José Carlos Mariátegui

José Carlos Mariátegui La Chira

El balance de Suprarrealismo. A propósito del último manifiesto de André Bretón [Recorte de prensa]

El balance de Suprarrealismo. A propósito del último manifiesto de André Bretón

Ninguno de los movimientos literarios y artísticos de vanguardia de Europa occidental ha tenido, contra lo que baratas apariencias pueden sugerir la significación ni el contenido histórico del suprarrealismo. Los otros movimientos se han limitado a la afirmación de algunos postulados estéticos, a la experimentación de algunos principios artísticos.

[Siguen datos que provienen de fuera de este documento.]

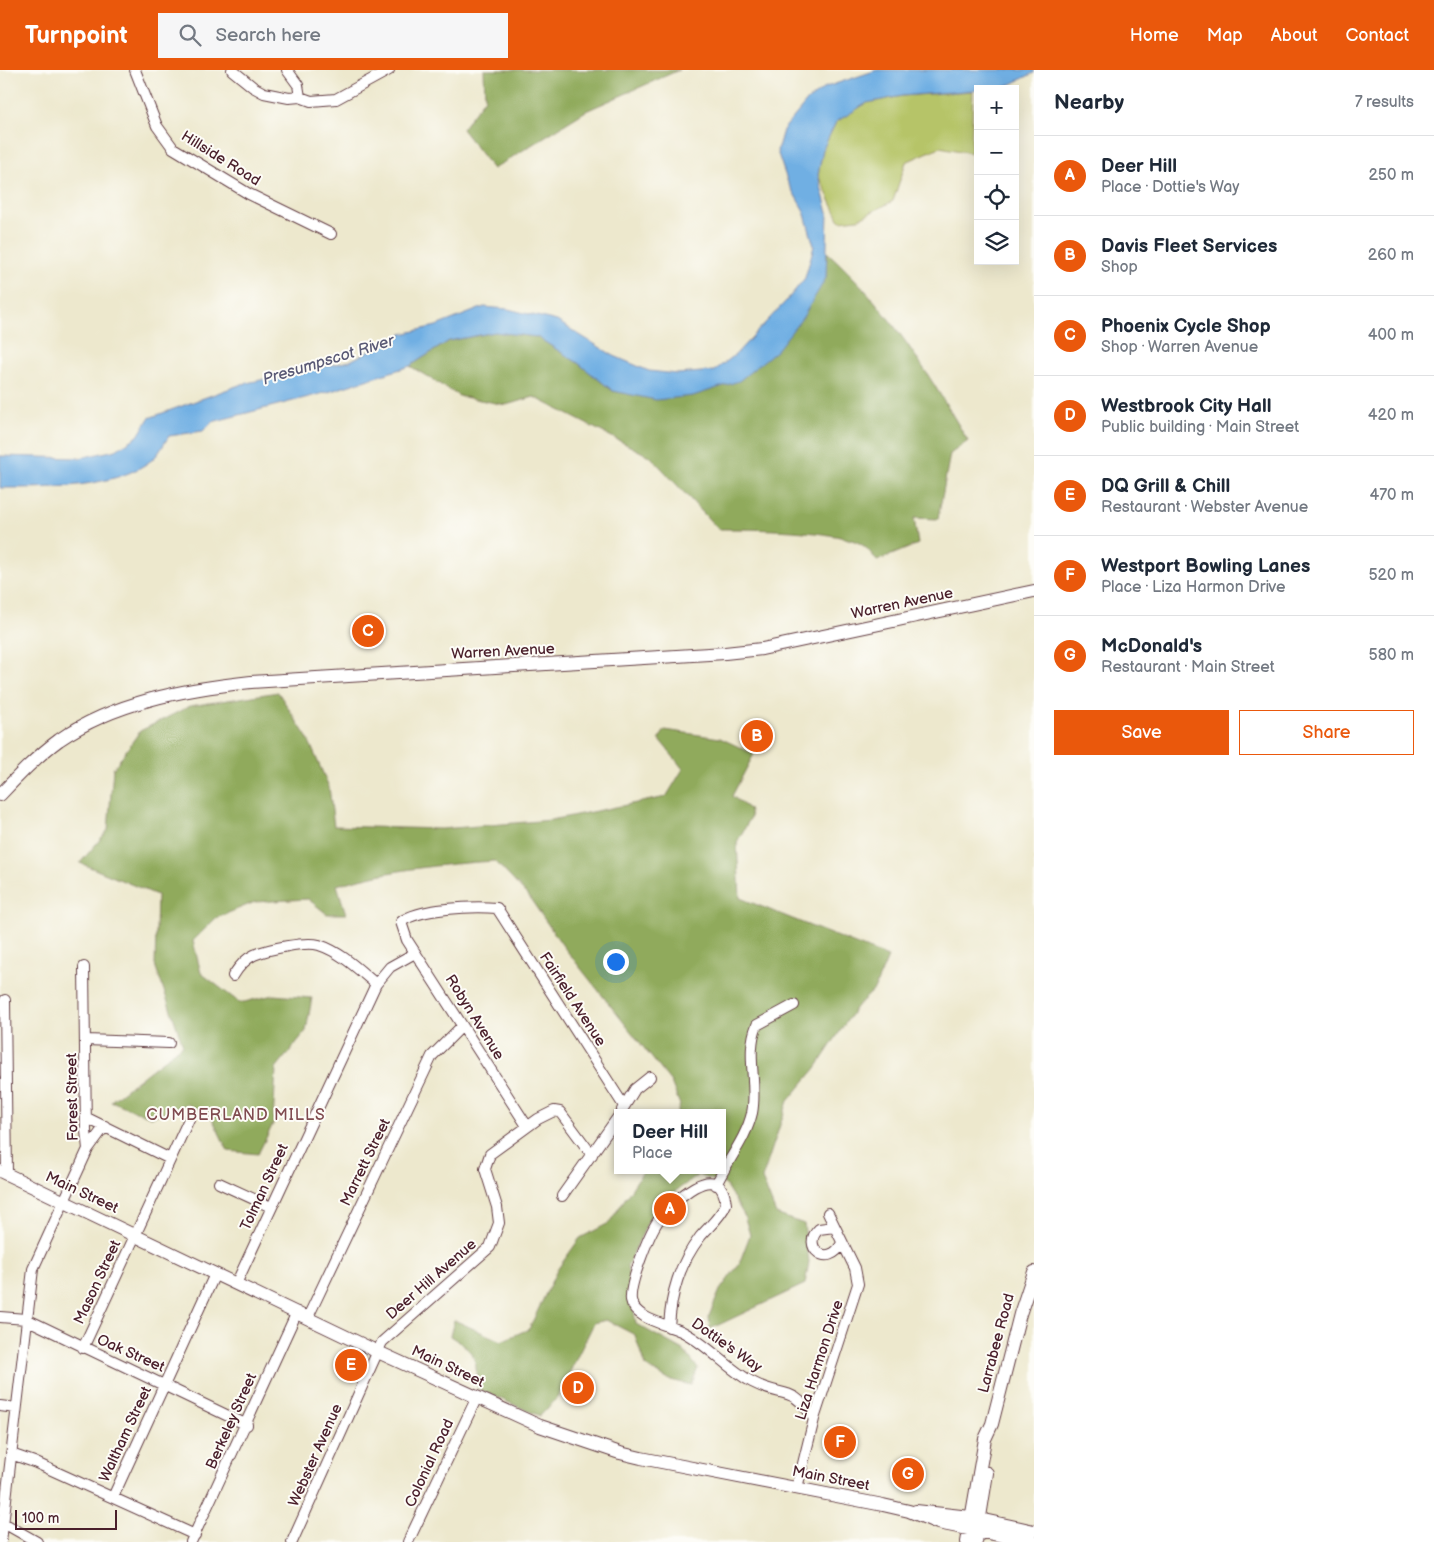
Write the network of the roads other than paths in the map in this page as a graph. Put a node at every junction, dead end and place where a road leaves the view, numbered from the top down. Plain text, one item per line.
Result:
1 (135, 70) edge
2 (232, 70) edge
3 (287, 70) edge
4 (389, 70) edge
5 (300, 97) junction
6 (331, 234) dead end
7 (1034, 591) edge
8 (0, 795) edge
9 (401, 922) joint
10 (415, 952) junction
11 (84, 967) dead end
12 (233, 976) dead end
13 (376, 984) junction
14 (5, 1000) dead end
15 (794, 1005) dead end
16 (461, 1027) junction
17 (86, 1040) junction
18 (169, 1043) dead end
19 (650, 1077) dead end
20 (621, 1109) edge
21 (623, 1109) edge
22 (87, 1118) junction
23 (189, 1119) dead end
24 (614, 1123) edge
25 (105, 1126) junction
26 (527, 1126) junction
27 (88, 1149) junction
28 (592, 1154) junction
29 (170, 1159) junction
30 (726, 1167) edge
31 (3, 1173) edge
32 (722, 1174) edge
33 (219, 1182) dead end
34 (716, 1185) junction
35 (562, 1196) dead end
36 (65, 1202) junction
37 (271, 1207) junction
38 (828, 1213) dead end
39 (834, 1227) junction
40 (136, 1236) junction
41 (842, 1243) junction
42 (1034, 1272) edge
43 (215, 1274) junction
44 (236, 1284) junction
45 (302, 1314) junction
46 (0, 1317) edge
47 (26, 1319) junction
48 (669, 1327) junction
49 (83, 1348) junction
50 (378, 1352) junction
51 (164, 1385) junction
52 (477, 1397) junction
53 (0, 1406) edge
54 (16, 1408) junction
55 (814, 1419) junction
56 (247, 1424) junction
57 (11, 1454) junction
58 (798, 1488) junction
59 (113, 1497) junction
60 (1, 1522) edge
61 (974, 1527) edge
62 (1034, 1531) edge
63 (193, 1538) edge
64 (1, 1542) edge
65 (37, 1542) edge
66 (292, 1542) edge
67 (408, 1542) edge
68 (967, 1542) edge
69 (1034, 1542) edge

1 - 6 street, Hillside Road
2 - 5 street
3 - 5 street
4 - 5 street
7 - 8 main road, Warren Avenue
9 - 10 street, Robyn Avenue
9 - 20 street, Fairfield Avenue
10 - 13 street, Tolman Street
10 - 16 street, Robyn Avenue
11 - 17 street, Forest Street
12 - 13 street
13 - 37 street, Tolman Street
14 - 31 street
15 - 30 street
16 - 26 street, Robyn Avenue
16 - 45 street, Marrett Street
17 - 18 street
17 - 22 street, Forest Street
19 - 21 street
22 - 25 street
22 - 27 street, Forest Street
23 - 29 street, Mason Street
24 - 28 street
25 - 27 street
25 - 29 street
26 - 28 street
26 - 50 street, Deer Hill Avenue
27 - 36 street, Forest Street
28 - 35 street
29 - 40 street, Mason Street
31 - 36 main road, Main Street
32 - 34 street
33 - 37 street
34 - 48 street, Dottie's Way
34 - 48 street, Dottie's Way
36 - 40 main road, Main Street
36 - 47 street, Forest Street
37 - 44 street, Tolman Street
38 - 39 street, Liza Harmon Drive
39 - 41 street, Liza Harmon Drive
39 - 41 street
40 - 43 main road, Main Street
40 - 49 street, Mason Street
41 - 55 street, Liza Harmon Drive
42 - 61 main road, Larrabee Road
43 - 44 main road, Main Street
43 - 51 street, Waltham Street
44 - 45 main road, Main Street
45 - 50 main road, Main Street
45 - 56 street, Berkeley Street
46 - 47 street, Oak Street
47 - 49 street, Oak Street
47 - 54 street, Forest Street
48 - 55 street, Dottie's Way
49 - 51 street, Oak Street
50 - 52 main road, Main Street
50 - 66 street, Webster Avenue
51 - 56 street, Oak Street
51 - 59 street, Waltham Street
52 - 58 main road, Main Street
52 - 67 street, Colonial Road
53 - 54 street
54 - 57 street, Forest Street
55 - 58 street, Liza Harmon Drive
56 - 63 street, Berkeley Street
57 - 59 street
57 - 60 street, Forest Street
58 - 61 main road, Main Street
59 - 63 street
60 - 64 street, Forest Street
60 - 65 street
61 - 62 main road, Main Street
61 - 68 main road, Larrabee Road
61 - 69 main road, Main Street

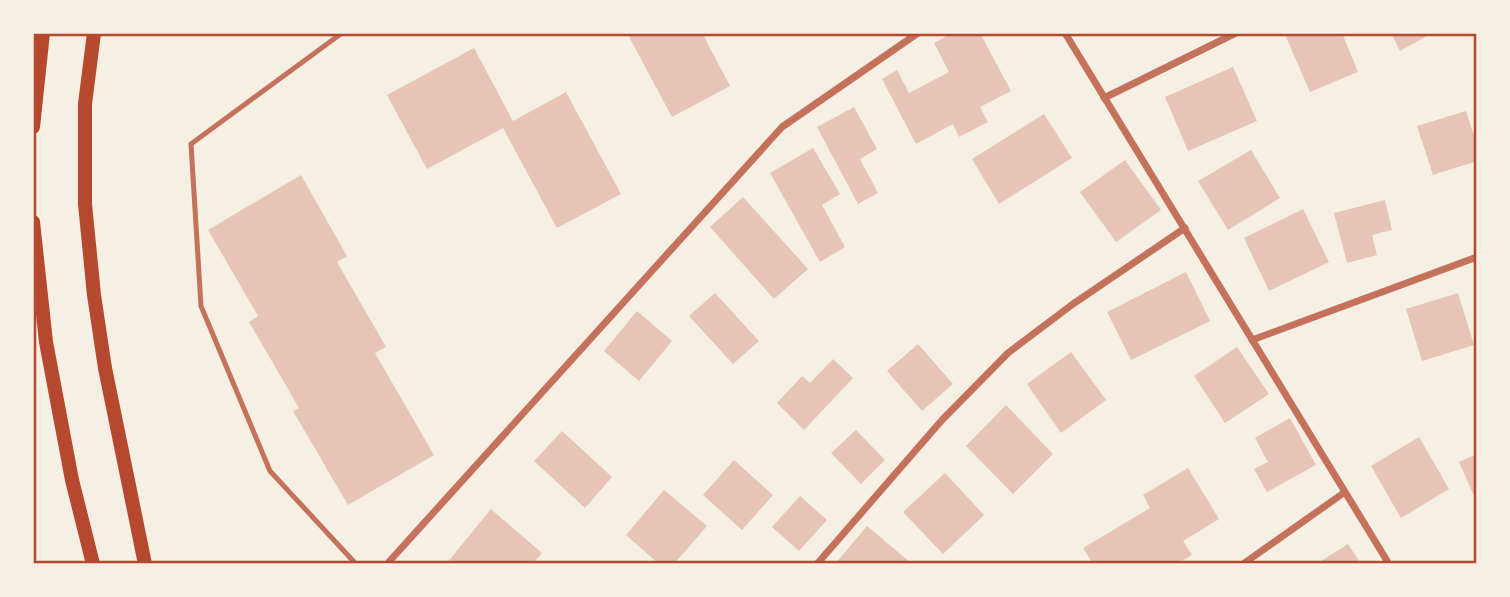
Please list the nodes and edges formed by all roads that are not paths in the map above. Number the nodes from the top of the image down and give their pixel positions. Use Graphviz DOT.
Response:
graph roads {
  1 [pos="43,33"];
  2 [pos="94,33"];
  3 [pos="342,33"];
  4 [pos="918,33"];
  5 [pos="1065,33"];
  6 [pos="1236,33"];
  7 [pos="1104,98"];
  8 [pos="33,127"];
  9 [pos="33,222"];
  10 [pos="1185,228"];
  11 [pos="1477,257"];
  12 [pos="1252,340"];
  13 [pos="1345,492"];
  14 [pos="93,564"];
  15 [pos="145,564"];
  16 [pos="356,564"];
  17 [pos="387,564"];
  18 [pos="817,564"];
  19 [pos="1243,564"];
  20 [pos="1389,564"];
  1 -- 8 [label="main road"];
  2 -- 15 [label="main road"];
  3 -- 16 [label="lane"];
  4 -- 17 [label="street"];
  5 -- 7 [label="street"];
  6 -- 7 [label="street"];
  7 -- 10 [label="street"];
  9 -- 14 [label="main road"];
  10 -- 12 [label="street"];
  10 -- 18 [label="street"];
  11 -- 12 [label="street"];
  12 -- 13 [label="street"];
  13 -- 19 [label="street"];
  13 -- 20 [label="street"];
}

El “futurismo” italiano ha sido, sin duda, una excepción de la regla Marinetti y sus secuaces pretendían representar no solo artística sino también política, sentimentalmente, una nueva Italia. Pero el “futurismo'’ que, considerado a distancia, nos hace sonreír por este lado de su megalomanía histrionesca quizás más que por ningún otro, ha entrado hace ya algún tiempo en el orden y la academia; el “fascismo” lo ha digerido sin esfuerzo, lo que no acredita el poder digestivo del régimen de las camisas negras sino la inocuidad fundamental de los futuristas. El futurismo ha tenido también, en cierta medida, la virtud de la persistencia. Pero, bajo este aspecto, el suyo ha sido un caso de longevidad, no de continuación ni desarrollo. En cada reaparición, se reconocía al viejo futurismo de anteguerra. La peluca, el maquillaje, los trucos, no impedían notar la voz cascada, los gestos mecanizados. Marinetti, en la imposibilidad de obtener una presencia continua, dialéctica. del futurismo, en la literatura y la historia italianas, lo salvaba del olvido, mediante ruidosas “rentrées”. El futurismo, en fin, estaba viciado originalmente por ese gusto de lo espectacular, ese abuso de lo histriónico, -tan italianos, ciertamente, y esta sería tal vez la excusa que una crítica honesta le podría conceder- que lo condenaban a una vida de proscenio, a un rol hechizo y ficticio de declamación. El hecho de que no se pueda hablar del futurismo sin emplear una terminología teatral, confirma este rasgo dominante de su carácter.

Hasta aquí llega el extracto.